What is this problem about?

The Perfect Number problem asks whether a positive integer is "perfect" — equal to the sum of all its proper divisors (divisors excluding the number itself). For example, 28 = 1+2+4+7+14. This easy coding problem tests efficient divisor enumeration. The math interview pattern is demonstrated.

Why is this asked in interviews?

Microsoft, Meta, Amazon, Google, and Bloomberg ask this as a math warmup that tests divisor enumeration. The key optimization: iterate only up to √n to find divisor pairs in O(√n) time instead of O(n).

Algorithmic pattern used

Divisor enumeration up to √n. For i from 2 to √n: if i divides n, add both i and n/i to the divisor sum. Handle the case i == n/i (perfect square, don't add twice). Start with sum=1 (the divisor 1 is always included). Check if sum == n. Return false for n=1 (1 is not perfect).

Example explanation

n=28. Sum starts at 1.

• i=2: 28%2=0. Add 2+14=16. Sum=17.
• i=3: 28%3≠0.
• i=4: 28%4=0. Add 4+7=11. Sum=28.
• i=5: 5²=25<28. Continue. 5 doesn't divide.
• i=5: √28≈5.29. Stop. Sum=28==n. Return true.

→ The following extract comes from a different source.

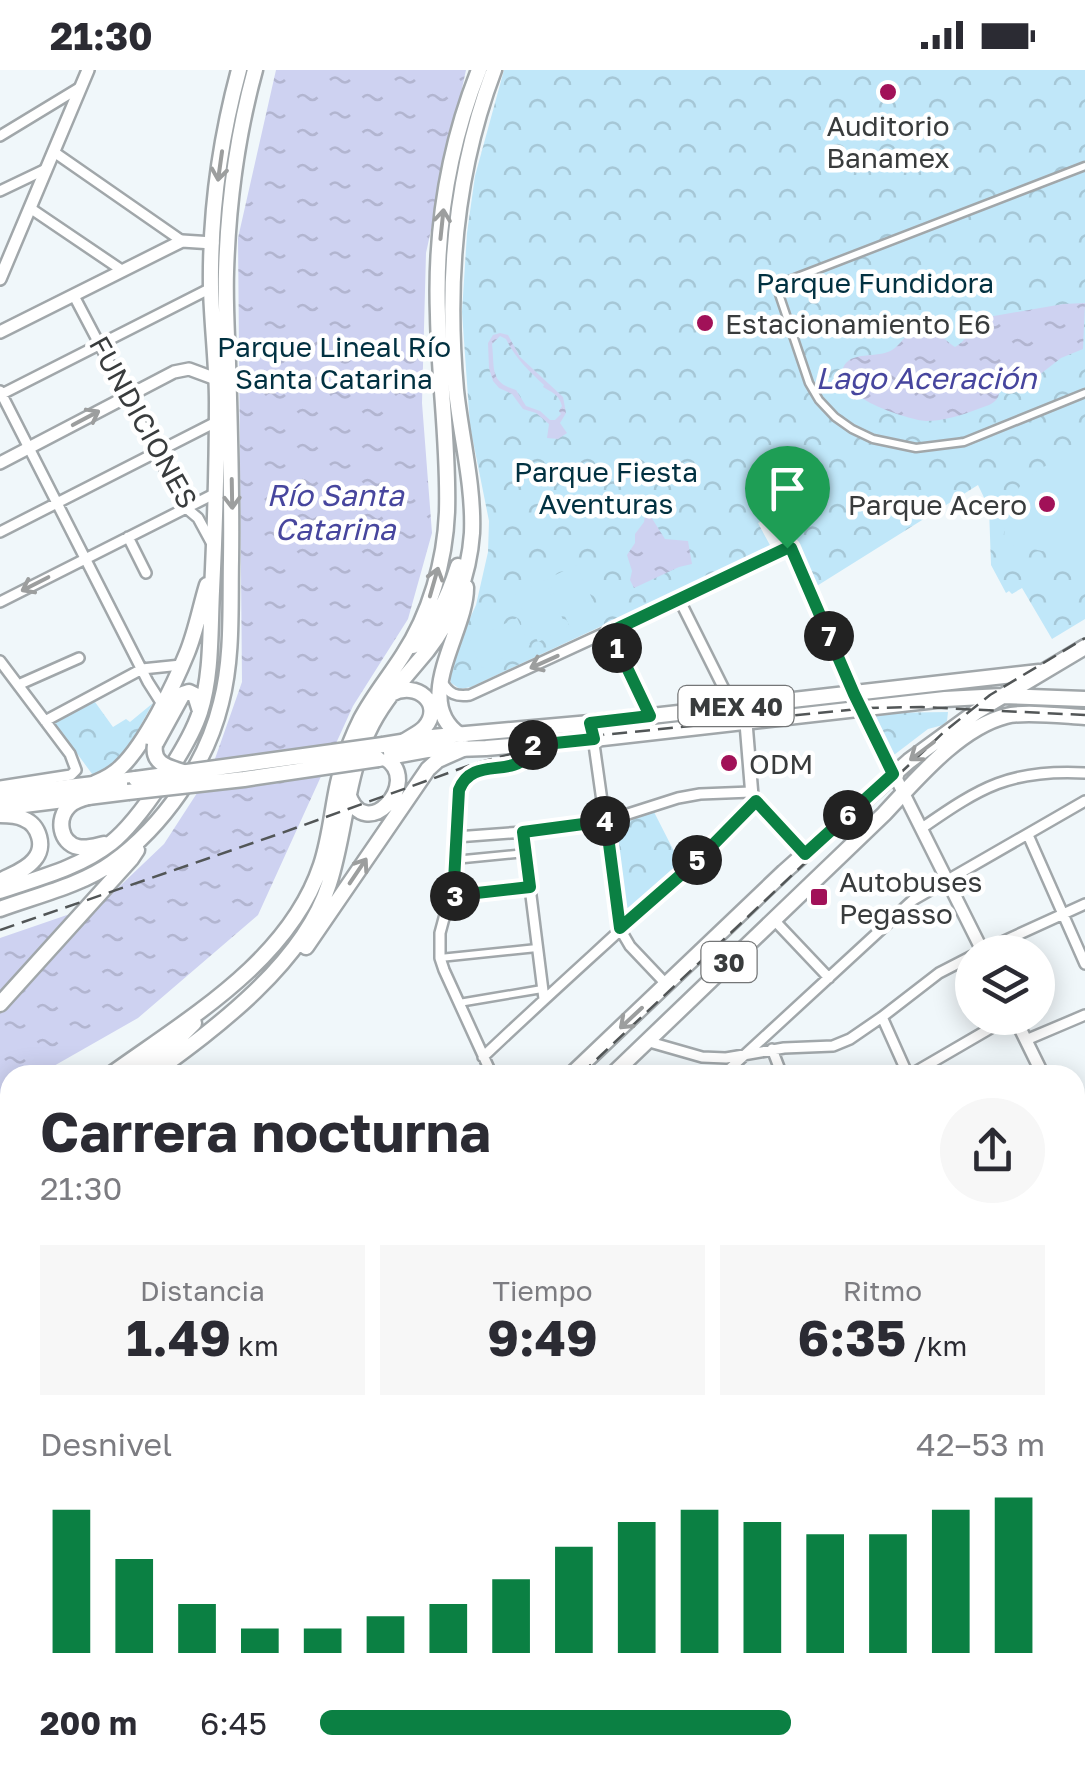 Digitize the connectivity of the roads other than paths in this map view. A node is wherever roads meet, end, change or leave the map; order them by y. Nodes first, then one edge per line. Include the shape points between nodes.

n=6. Sum=1+2+3=6==6. Return true.

Common mistakes candidates make

• Linear scan (O(n)) instead of O(√n).
• Including n as a divisor (must be PROPER divisors only).
• Double-counting when i == √n (e.g., n=16: i=4, 4==16/4, add only once).
• Not handling n=1 special case (1 has no proper divisors except trivially).

Interview preparation tip

Divisor enumeration up to √n is a fundamental number theory optimization. Always iterate i from 2 to sqrt(n), adding both i and n/i when i divides n, checking for the perfect square case. Practice this on: "sum of divisors," "count divisors," "perfect number check," "amicable numbers." It's a building block for all divisor-based mathematical problems.